The Middle East conflict has exposed vulnerabilities in India’s fertiliser supply chain, heavily reliant on the Strait of Hormuz. Rising LNG shortages and disrupted trade routes have pushed fertiliser prices higher, impacting domestic production and imports. With stocks at risk and Kharif season nearing, government measures aim to stabilise supply and protect agricultural productivity.

Why Fertilisers Could Be the Next Big Risk for Indian Stocks

The war in the Middle East has created worry in financial markets. Strained relations among significant Gulf countries have impacted trading routes through the Strait of Hormuz. The Strait of Hormuz is one of the world’s most important shipping lanes. It connects the Persian Gulf with the Gulf of Oman. The Strait is only 29 nautical miles wide (54 km) and it consists of 2-mile-wide navigable channels (3.7 km) for inbound and outbound shipping as well as a 2-mile-wide buffer zone. Around 25% of global seaborne crude passes through it. Fertilisers and key chemicals also use this route. Any disruption can affect global supply chains and India’s imports.

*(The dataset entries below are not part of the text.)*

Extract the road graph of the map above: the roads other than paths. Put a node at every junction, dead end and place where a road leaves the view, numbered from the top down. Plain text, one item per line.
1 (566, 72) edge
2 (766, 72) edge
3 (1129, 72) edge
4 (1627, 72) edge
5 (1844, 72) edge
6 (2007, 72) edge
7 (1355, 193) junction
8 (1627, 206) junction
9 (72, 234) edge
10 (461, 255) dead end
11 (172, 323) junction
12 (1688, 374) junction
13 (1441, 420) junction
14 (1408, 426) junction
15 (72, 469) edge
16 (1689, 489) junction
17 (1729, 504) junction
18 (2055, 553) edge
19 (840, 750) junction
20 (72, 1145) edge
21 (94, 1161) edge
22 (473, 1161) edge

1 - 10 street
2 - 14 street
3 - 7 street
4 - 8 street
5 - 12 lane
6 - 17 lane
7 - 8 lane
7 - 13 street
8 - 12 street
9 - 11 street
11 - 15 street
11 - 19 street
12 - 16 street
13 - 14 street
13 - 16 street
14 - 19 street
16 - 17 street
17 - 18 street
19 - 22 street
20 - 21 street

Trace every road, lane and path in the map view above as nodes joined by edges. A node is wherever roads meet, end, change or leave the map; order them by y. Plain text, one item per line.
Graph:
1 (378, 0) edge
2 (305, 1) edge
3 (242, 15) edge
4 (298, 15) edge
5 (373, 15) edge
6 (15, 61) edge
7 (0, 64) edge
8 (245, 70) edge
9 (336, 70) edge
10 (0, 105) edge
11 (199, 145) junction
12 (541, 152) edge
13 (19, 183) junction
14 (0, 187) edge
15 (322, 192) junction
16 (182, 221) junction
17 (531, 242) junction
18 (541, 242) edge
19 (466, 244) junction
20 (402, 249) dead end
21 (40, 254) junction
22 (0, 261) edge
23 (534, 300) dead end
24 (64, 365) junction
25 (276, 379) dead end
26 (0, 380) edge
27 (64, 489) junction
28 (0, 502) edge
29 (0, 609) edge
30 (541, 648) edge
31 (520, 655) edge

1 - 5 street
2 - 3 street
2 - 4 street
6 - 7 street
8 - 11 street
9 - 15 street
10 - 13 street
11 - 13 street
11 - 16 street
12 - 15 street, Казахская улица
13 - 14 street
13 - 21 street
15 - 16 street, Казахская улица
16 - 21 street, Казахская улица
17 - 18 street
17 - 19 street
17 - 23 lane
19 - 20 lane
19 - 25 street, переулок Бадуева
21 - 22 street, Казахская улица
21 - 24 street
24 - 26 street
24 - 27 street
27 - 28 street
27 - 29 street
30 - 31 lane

What are Fertilisers and India’s Position

Fertilisers play a crucial role in enhancing agricultural productivity. Along with quality seeds and reliable irrigation, they are one of the key factors driving higher crop yields. The use of fertilisers has grown steadily over the years, particularly after the Green Revolution. Their impact has been significant in helping India move closer to self-reliance in food production.

Fertilisers contain three key nutrients, often called NPK: Nitrogen (N), Phosphorus (P), and Potassium (K). Nitrogen, mostly from urea, helps plants grow leaves and stems. Phosphorus, mainly in DAP, supports roots and flowering. Potassium, from potash, strengthens plants and improves fruit and grain quality.

As of August 09, 2025, according to a PIB publication, India has achieved near self-sufficiency in key fertilisers:

  • Around 87% of urea consumption is domestically met.

  • 90% of NPK fertilisers are also produced within the country.

  • However, for DAP, only about 40% comes from local production.

  • In the case of Muriate of Potash (MOP), 100% is still imported. 

According to reports, India remains the second-largest consumer and third-largest producer of fertilisers globally. A large portion of raw materials and finished products passes through the Persian Gulf. The Strait of Hormuz has become a critical “fertiliser choke point,” meaning any disruption there directly affects India’s supply.

Supply Shock

While the war may seem distant, its effects are reaching India. Not only the energy sector, but it is also important to take note of the fertiliser sector that would be impacted due to this.

In just a few days of the conflict, fertiliser prices in India have surged by 20% to 30%. The urea affordability index has dropped to its second-lowest level since 2010, close to the lows seen during the Russia-Ukraine war.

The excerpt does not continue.